Sem ardil



Finalmente, o resgate do pequeno Elián Gonzalez pelas autoridades federais norte-americanas pôs termo ao insuportável circo que as mesmas autoridades circunstanciaram quando, inconcebivelmente, consentiram que o jovem náufrago cubano fosse transformado em objecto numa campanha de propaganda torpe.
Sejamos claros.
Se esta criança viesse de outra nacionalidade, que não a cubana, e fosse recolhida das águas da Flórida nas mesmas circunstâncias do pequeno Elián, os responsáveis governamentais norte-americanos, à semelhança dos responsáveis de qualquer país civilizado, nem por um segundo abririam mão da sua tutela e muito menos hesitariam em a devolver ao pai, houvesse, ou não, em Miami familiares disponíveis ou interessados em a acolher.

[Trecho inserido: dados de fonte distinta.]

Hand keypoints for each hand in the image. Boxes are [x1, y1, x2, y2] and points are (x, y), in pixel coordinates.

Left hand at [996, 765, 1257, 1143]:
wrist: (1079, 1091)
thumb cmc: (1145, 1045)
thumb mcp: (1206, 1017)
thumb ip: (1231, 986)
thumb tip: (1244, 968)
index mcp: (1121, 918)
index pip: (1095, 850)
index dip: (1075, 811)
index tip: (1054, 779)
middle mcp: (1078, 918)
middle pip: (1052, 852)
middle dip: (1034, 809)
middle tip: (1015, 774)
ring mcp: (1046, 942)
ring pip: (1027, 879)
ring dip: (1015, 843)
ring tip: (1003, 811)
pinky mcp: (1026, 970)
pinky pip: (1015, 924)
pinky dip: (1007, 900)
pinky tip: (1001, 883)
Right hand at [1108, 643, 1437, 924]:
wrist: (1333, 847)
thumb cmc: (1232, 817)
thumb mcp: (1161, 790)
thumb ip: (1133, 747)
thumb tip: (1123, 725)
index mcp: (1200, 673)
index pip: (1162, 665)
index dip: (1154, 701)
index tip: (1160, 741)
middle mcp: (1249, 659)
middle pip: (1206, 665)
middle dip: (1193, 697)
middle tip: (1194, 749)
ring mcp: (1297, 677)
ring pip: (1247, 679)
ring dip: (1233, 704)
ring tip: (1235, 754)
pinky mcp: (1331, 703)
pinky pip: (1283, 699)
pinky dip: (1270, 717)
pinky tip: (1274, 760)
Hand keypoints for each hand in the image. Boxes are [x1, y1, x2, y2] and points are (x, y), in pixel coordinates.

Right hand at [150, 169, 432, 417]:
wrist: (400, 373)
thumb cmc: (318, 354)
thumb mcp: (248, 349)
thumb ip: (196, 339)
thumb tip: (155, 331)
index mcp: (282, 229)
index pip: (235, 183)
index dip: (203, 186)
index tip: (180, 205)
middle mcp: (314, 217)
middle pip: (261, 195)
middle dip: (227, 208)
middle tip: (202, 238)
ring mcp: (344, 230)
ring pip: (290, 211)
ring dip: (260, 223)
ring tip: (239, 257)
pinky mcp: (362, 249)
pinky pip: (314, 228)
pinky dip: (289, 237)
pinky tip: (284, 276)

O direito dos pais aos filhos, e vice-versa, mais que um princípio da civilização é um instinto com raiz no mais fundo da humanidade, limitando-se os ordenamentos jurídicos nacionais e internacionais a consignar o óbvio quando determinam, liminarmente, a primazia da tutela paternal. Negar o reencontro de um filho com o pai é que seria um absurdo de espinhosa justificação por parte das autoridades de qualquer país.
Daí o desconforto com que, apesar de tudo, o Governo dos EUA sempre lidou com o problema, acabando a pôr um travão ao escândalo tarde, a más horas e «à americana».
Obviamente, só a proximidade das eleições presidenciais norte-americanas dão sentido ao inconcebível aproveitamento político da tragédia da criança por parte dos dois actores maiores desta farsa – os bandos anti-castristas de Miami e os candidatos presidenciais dos dois partidos que polarizam a vida política dos EUA.
Com interesses diferentes, estes protagonistas confluíram grosseiramente na exploração pública do pequeno Elián: os primeiros, porque queriam utilizar a criança como combustível para os seus progroms anticomunistas, os segundos, porque querem os votos dos primeiros.
O que, manifestamente, nenhum quis, nem por tal se interessou, foi garantir o elementar direito desta criança à melhor recuperação possível da tragédia que acabara de viver.
Tragédia, recorde-se, que teve o tamanho de um naufrágio onde uma criança de seis anos perdeu a própria mãe e quase morreu afogada. Recuperação, por isso mesmo, que urgia a participação do pai. Só gente totalmente desprovida de escrúpulos podia fazer tábua rasa destas enormes evidências e, na decorrência, tentar a exploração da tragédia em proveito próprio.
Neste quadro, a suspeita dedicação de um tio-avô e de uma prima à vida de uma criança que nem sequer conheciam tem a indignidade estampada no show business a que ambos, voluptuosamente, se entregaram.
Salomão, se julgasse o caso, seria provavelmente tentado a adaptar o ardil da espada com que apurou a verdade do amor paternal em litígio.
Pelo que sabemos da perspicácia deste monarca bíblico, a velha proposta de cortar a criança ao meio tinha hoje boas hipóteses de se transformar na ameaça de fazer isso mesmo ao tio e à prima.